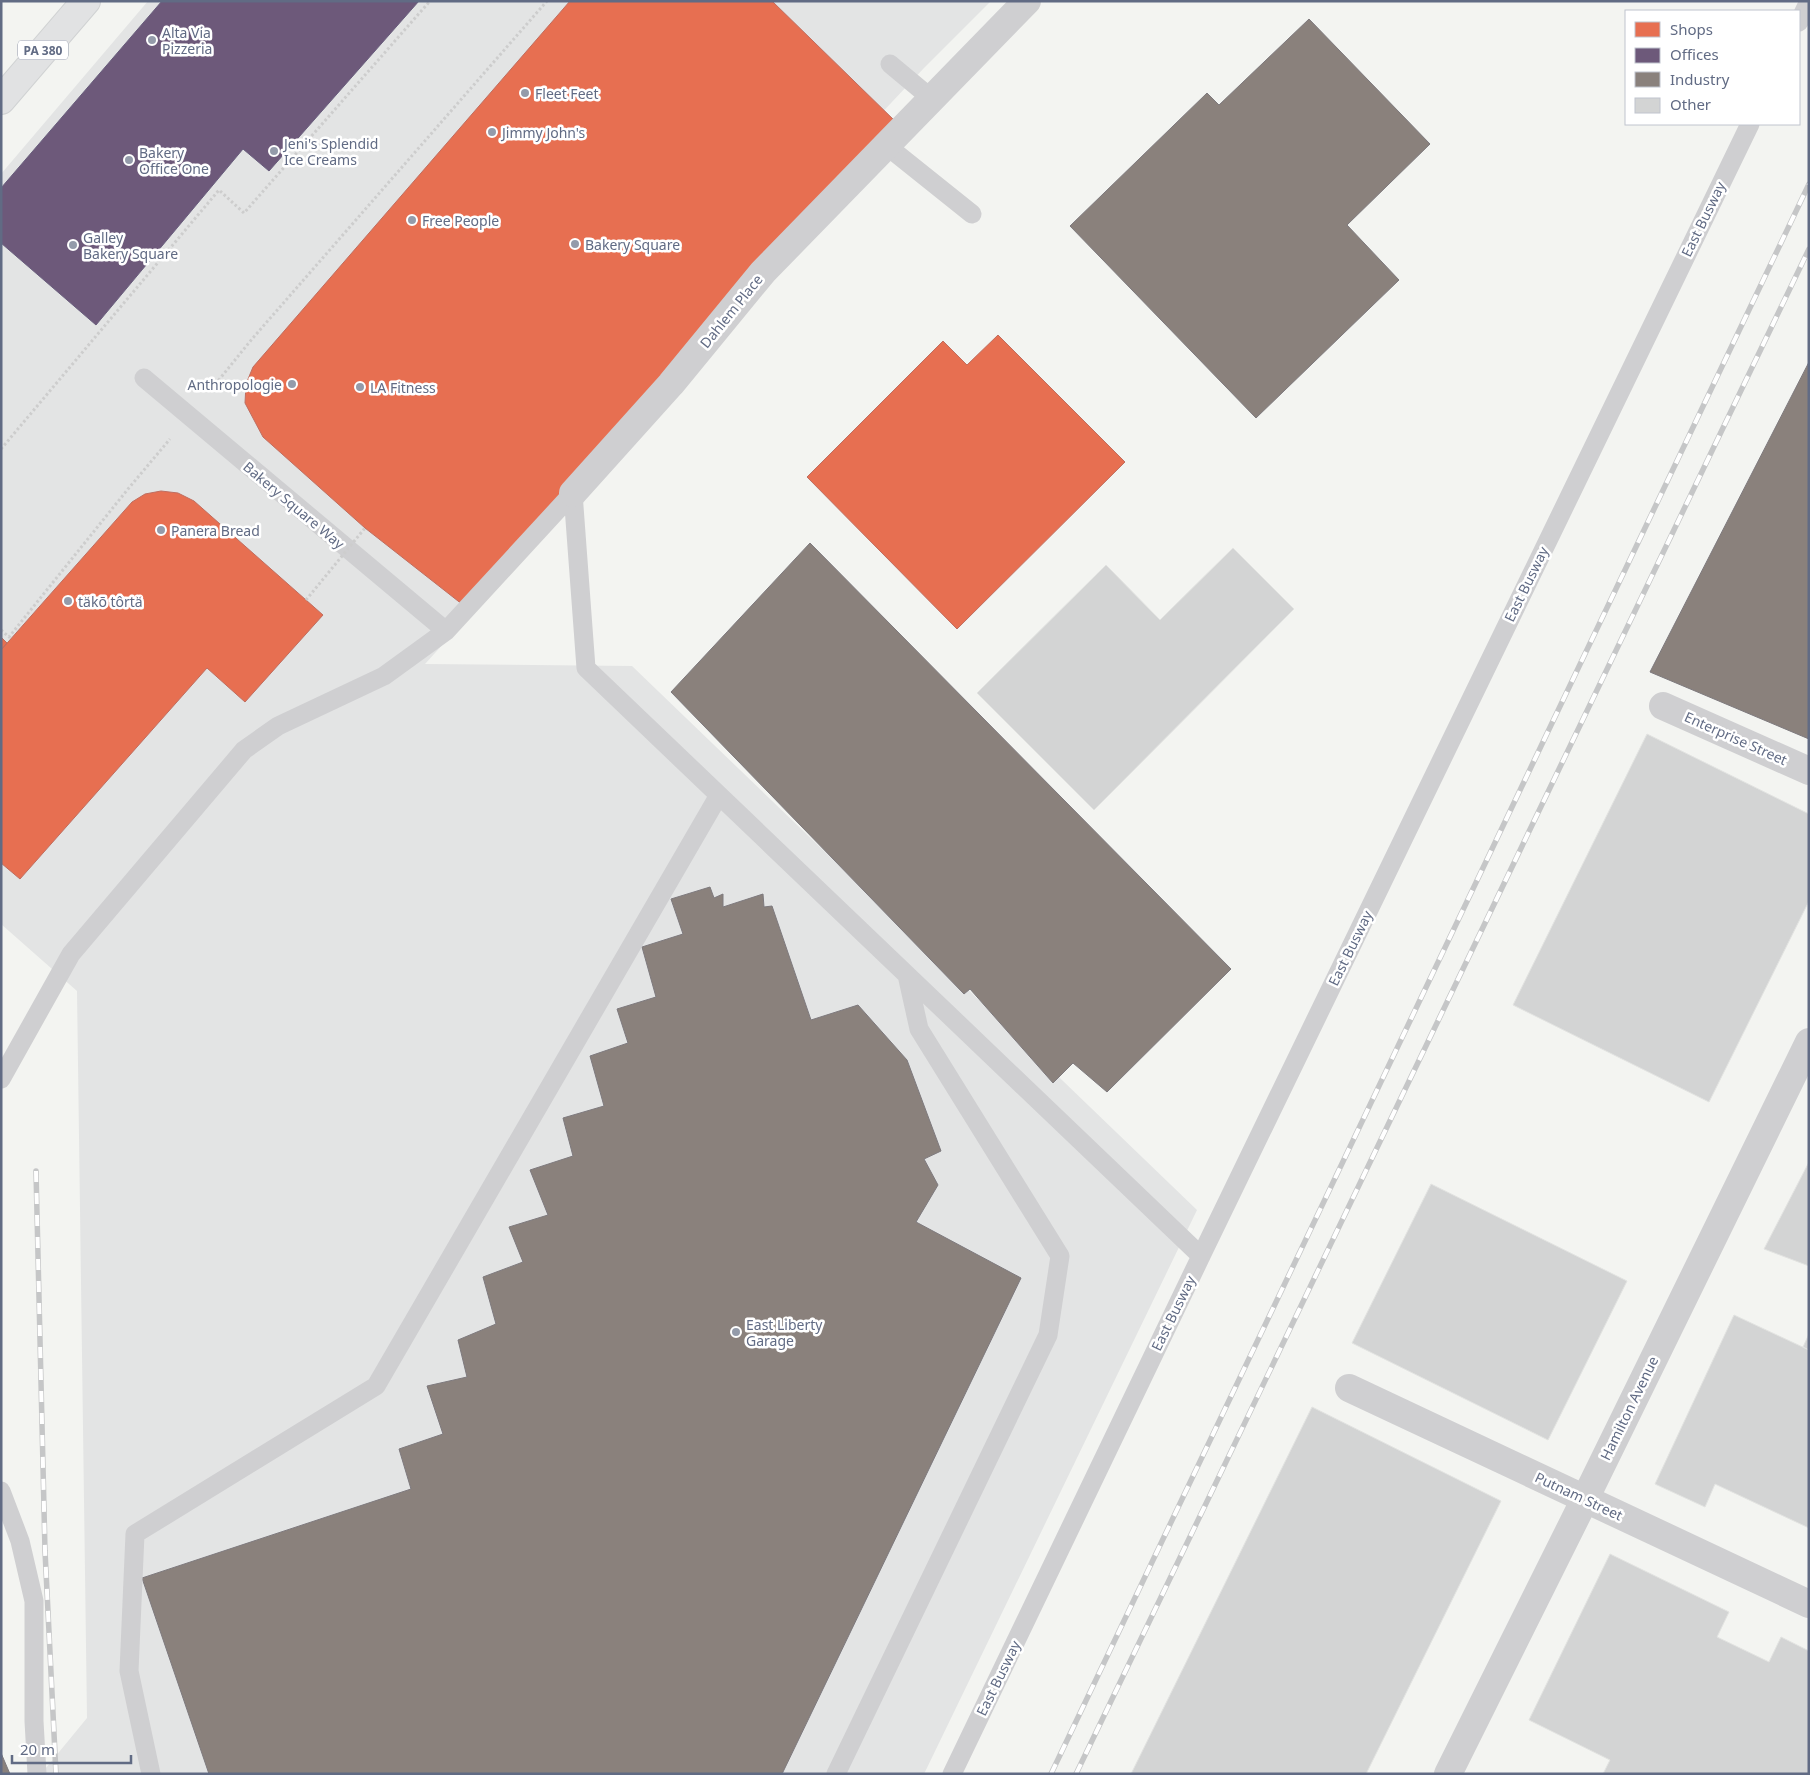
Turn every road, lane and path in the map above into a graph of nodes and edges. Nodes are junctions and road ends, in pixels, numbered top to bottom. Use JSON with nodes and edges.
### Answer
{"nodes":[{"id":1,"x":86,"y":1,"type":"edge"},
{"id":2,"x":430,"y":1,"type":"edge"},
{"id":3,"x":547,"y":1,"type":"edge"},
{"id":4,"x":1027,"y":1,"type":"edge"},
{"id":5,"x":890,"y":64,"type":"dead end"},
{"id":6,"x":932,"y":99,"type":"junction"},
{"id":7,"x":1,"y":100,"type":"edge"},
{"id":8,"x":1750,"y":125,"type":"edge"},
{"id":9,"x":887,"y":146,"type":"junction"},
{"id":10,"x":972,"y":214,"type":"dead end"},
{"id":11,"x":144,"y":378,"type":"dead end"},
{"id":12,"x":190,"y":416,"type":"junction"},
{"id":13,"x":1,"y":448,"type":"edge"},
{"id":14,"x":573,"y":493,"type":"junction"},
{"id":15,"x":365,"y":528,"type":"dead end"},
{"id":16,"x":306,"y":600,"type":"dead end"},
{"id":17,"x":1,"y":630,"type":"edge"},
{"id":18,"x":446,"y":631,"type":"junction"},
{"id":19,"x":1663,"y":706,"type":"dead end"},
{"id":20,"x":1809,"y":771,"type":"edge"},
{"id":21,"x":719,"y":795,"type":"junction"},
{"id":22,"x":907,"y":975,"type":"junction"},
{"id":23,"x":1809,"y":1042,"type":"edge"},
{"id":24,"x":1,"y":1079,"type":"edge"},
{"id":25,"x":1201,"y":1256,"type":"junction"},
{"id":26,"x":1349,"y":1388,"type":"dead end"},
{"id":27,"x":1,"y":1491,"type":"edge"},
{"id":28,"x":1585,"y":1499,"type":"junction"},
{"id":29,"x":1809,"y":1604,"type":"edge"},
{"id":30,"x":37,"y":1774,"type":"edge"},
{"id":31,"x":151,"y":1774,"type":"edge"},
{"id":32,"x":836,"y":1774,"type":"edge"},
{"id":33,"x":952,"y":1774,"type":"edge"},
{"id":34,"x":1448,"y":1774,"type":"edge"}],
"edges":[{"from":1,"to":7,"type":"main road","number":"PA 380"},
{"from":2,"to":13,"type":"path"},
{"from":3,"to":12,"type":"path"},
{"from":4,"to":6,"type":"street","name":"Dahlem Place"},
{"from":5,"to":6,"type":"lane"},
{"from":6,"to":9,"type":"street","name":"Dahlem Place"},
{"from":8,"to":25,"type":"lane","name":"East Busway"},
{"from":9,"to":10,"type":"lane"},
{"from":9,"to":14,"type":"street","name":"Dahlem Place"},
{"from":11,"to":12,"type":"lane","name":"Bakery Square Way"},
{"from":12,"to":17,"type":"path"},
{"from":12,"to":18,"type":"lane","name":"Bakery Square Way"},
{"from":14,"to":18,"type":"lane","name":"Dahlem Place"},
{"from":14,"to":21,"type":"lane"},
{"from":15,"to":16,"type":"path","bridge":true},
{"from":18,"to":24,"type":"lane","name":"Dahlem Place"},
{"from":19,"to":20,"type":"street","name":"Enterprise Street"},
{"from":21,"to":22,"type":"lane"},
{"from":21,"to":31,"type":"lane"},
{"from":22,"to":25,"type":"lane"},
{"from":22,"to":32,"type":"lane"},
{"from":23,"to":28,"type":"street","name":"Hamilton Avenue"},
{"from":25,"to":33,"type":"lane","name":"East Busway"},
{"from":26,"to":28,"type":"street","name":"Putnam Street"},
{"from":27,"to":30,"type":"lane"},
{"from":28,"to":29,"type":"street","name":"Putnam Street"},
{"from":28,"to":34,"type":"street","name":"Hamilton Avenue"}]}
****************
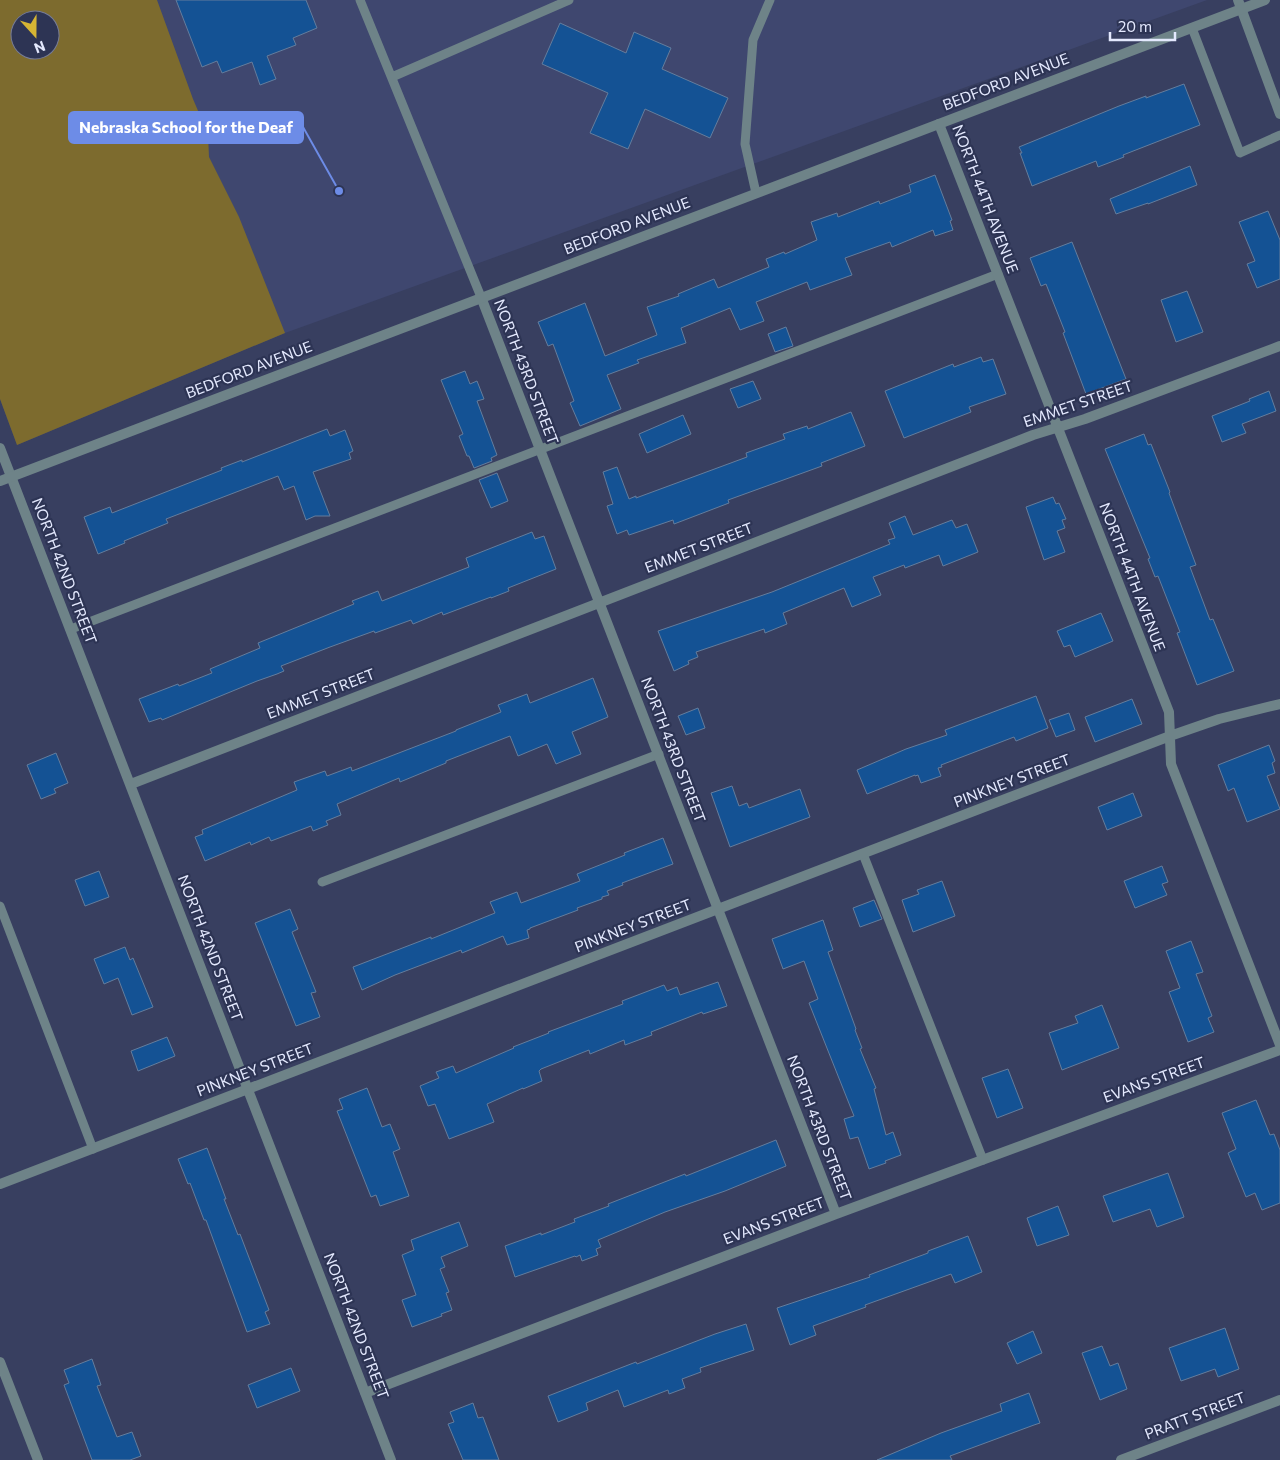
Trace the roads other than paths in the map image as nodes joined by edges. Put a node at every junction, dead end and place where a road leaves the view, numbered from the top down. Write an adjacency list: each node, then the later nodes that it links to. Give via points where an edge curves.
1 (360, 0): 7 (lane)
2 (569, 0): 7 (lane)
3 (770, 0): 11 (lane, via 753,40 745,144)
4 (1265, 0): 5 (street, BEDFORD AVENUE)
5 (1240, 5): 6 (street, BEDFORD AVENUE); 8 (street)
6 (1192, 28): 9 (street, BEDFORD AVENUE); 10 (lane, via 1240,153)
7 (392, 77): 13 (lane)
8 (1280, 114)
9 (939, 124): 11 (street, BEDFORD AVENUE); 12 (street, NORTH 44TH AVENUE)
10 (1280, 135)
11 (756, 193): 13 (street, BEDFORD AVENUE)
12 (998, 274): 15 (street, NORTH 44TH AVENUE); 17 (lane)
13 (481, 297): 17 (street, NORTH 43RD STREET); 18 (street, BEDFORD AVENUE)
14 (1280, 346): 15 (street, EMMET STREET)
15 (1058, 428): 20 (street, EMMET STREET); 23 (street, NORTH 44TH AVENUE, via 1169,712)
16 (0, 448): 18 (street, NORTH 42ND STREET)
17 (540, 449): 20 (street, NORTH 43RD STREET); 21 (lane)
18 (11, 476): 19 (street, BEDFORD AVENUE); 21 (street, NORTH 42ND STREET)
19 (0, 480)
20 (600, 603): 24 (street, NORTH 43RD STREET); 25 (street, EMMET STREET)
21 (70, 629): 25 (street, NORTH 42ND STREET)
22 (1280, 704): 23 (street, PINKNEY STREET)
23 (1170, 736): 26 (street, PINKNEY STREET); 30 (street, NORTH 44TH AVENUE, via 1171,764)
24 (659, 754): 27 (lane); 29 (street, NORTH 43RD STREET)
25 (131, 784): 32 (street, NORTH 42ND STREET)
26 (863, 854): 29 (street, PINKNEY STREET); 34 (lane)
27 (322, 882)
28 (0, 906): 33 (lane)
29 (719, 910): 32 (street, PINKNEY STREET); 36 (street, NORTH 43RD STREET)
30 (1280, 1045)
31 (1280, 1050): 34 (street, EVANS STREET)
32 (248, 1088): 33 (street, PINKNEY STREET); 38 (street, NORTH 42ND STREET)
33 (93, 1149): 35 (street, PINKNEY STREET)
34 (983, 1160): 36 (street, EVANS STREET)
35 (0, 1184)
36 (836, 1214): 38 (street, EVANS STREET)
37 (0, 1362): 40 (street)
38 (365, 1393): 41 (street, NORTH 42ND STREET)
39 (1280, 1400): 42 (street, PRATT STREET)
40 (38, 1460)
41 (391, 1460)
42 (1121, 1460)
****************
Your answer should be one number: the count of lines in the data above that include the word "Busway".

### Answer to this exercise
2